== Data records ==

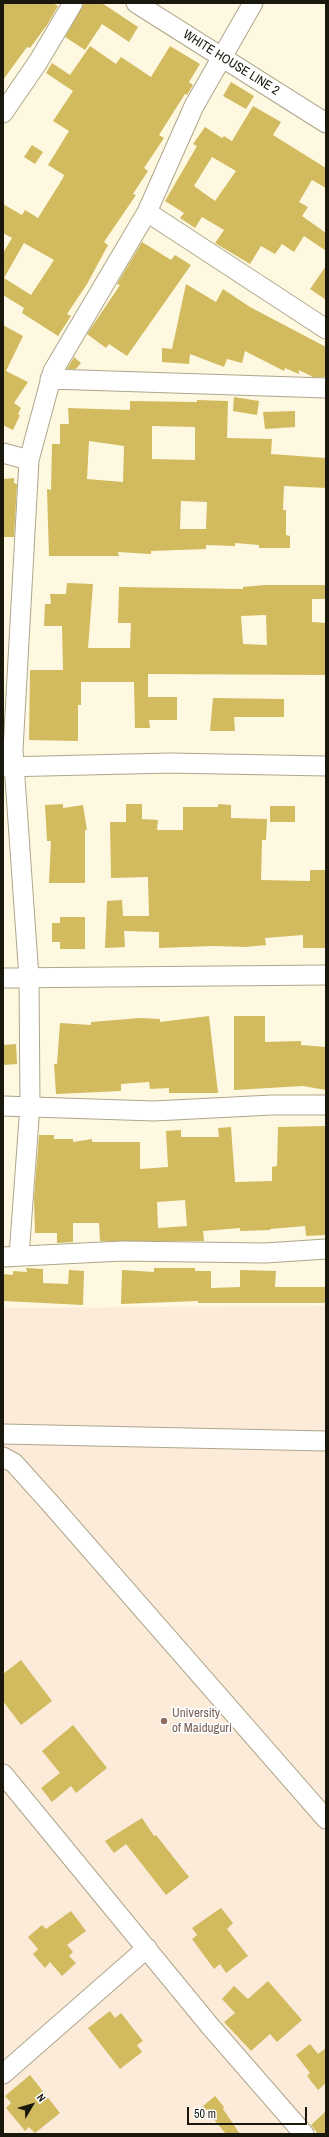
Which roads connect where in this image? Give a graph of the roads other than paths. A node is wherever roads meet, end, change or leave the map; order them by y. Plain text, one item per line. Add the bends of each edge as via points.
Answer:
1 (73, 3) edge
2 (136, 3) edge
3 (253, 3) edge
4 (224, 57) junction
5 (3, 113) edge
6 (326, 123) edge
7 (147, 212) junction
8 (326, 329) edge
9 (50, 379) junction
10 (326, 388) edge
11 (3, 453) edge
12 (29, 460) junction
13 (9, 766) edge
14 (326, 766) edge
15 (326, 975) edge
16 (3, 978) edge
17 (30, 978) junction
18 (30, 1105) junction
19 (326, 1105) edge
20 (3, 1106) edge
21 (326, 1249) edge
22 (11, 1257) edge
23 (3, 1434) edge
24 (326, 1441) edge
25 (3, 1457) edge
26 (3, 1774) edge
27 (326, 1819) edge
28 (147, 1948) junction
29 (3, 2074) edge
30 (304, 2134) edge

1 - 5 street via 38,62
2 - 4 street, WHITE HOUSE LINE 2
3 - 4 street
4 - 6 street, WHITE HOUSE LINE 2
4 - 7 street via 194,106
7 - 8 street
7 - 9 street via 52,371
9 - 10 street
9 - 12 street
11 - 12 street
12 - 13 street via 13,750
13 - 14 street via 170,763
13 - 17 street
15 - 17 street
16 - 17 street
17 - 18 street
18 - 19 street via 154,1111
18 - 20 street
18 - 22 street
21 - 22 street via 265,1253 122,1251
23 - 24 street
25 - 27 street via 14,1463 50,1503
26 - 28 street
28 - 29 street
28 - 30 street

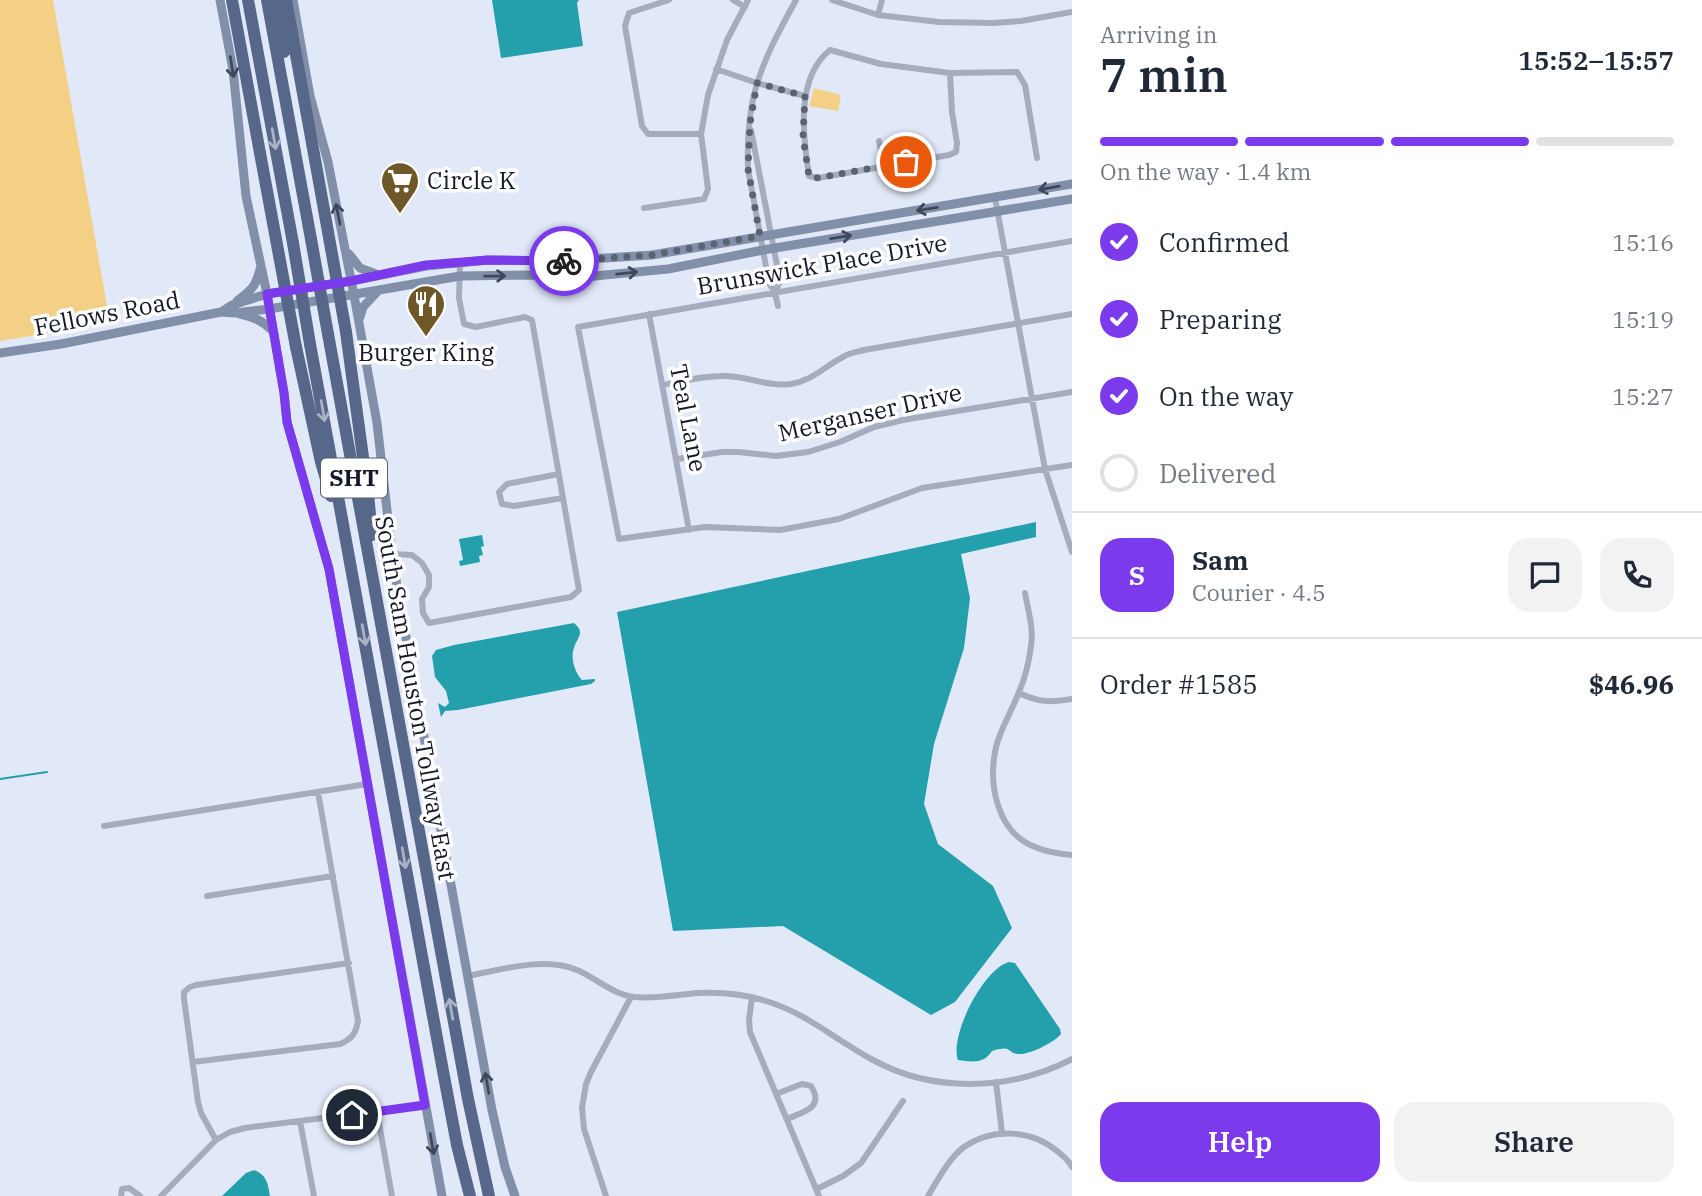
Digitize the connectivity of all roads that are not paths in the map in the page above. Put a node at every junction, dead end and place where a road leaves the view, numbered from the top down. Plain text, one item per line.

===

**Directions for this task**
Copy out the lines above unchanged. Skip the images.

**Exercise output**
Which roads connect where in this image? Give a graph of the roads other than paths. A node is wherever roads meet, end, change or leave the map; order them by y. Plain text, one item per line. Add the bends of each edge as via points.
Answer:
1 (73, 3) edge
2 (136, 3) edge
3 (253, 3) edge
4 (224, 57) junction
5 (3, 113) edge
6 (326, 123) edge
7 (147, 212) junction
8 (326, 329) edge
9 (50, 379) junction
10 (326, 388) edge
11 (3, 453) edge
12 (29, 460) junction
13 (9, 766) edge
14 (326, 766) edge
15 (326, 975) edge
16 (3, 978) edge
17 (30, 978) junction
18 (30, 1105) junction
19 (326, 1105) edge
20 (3, 1106) edge
21 (326, 1249) edge
22 (11, 1257) edge
23 (3, 1434) edge
24 (326, 1441) edge
25 (3, 1457) edge
26 (3, 1774) edge
27 (326, 1819) edge
28 (147, 1948) junction
29 (3, 2074) edge
30 (304, 2134) edge

1 - 5 street via 38,62
2 - 4 street, WHITE HOUSE LINE 2
3 - 4 street
4 - 6 street, WHITE HOUSE LINE 2
4 - 7 street via 194,106
7 - 8 street
7 - 9 street via 52,371
9 - 10 street
9 - 12 street
11 - 12 street
12 - 13 street via 13,750
13 - 14 street via 170,763
13 - 17 street
15 - 17 street
16 - 17 street
17 - 18 street
18 - 19 street via 154,1111
18 - 20 street
18 - 22 street
21 - 22 street via 265,1253 122,1251
23 - 24 street
25 - 27 street via 14,1463 50,1503
26 - 28 street
28 - 29 street
28 - 30 street

Digitize the connectivity of all roads that are not paths in the map in the page above. Put a node at every junction, dead end and place where a road leaves the view, numbered from the top down. Plain text, one item per line.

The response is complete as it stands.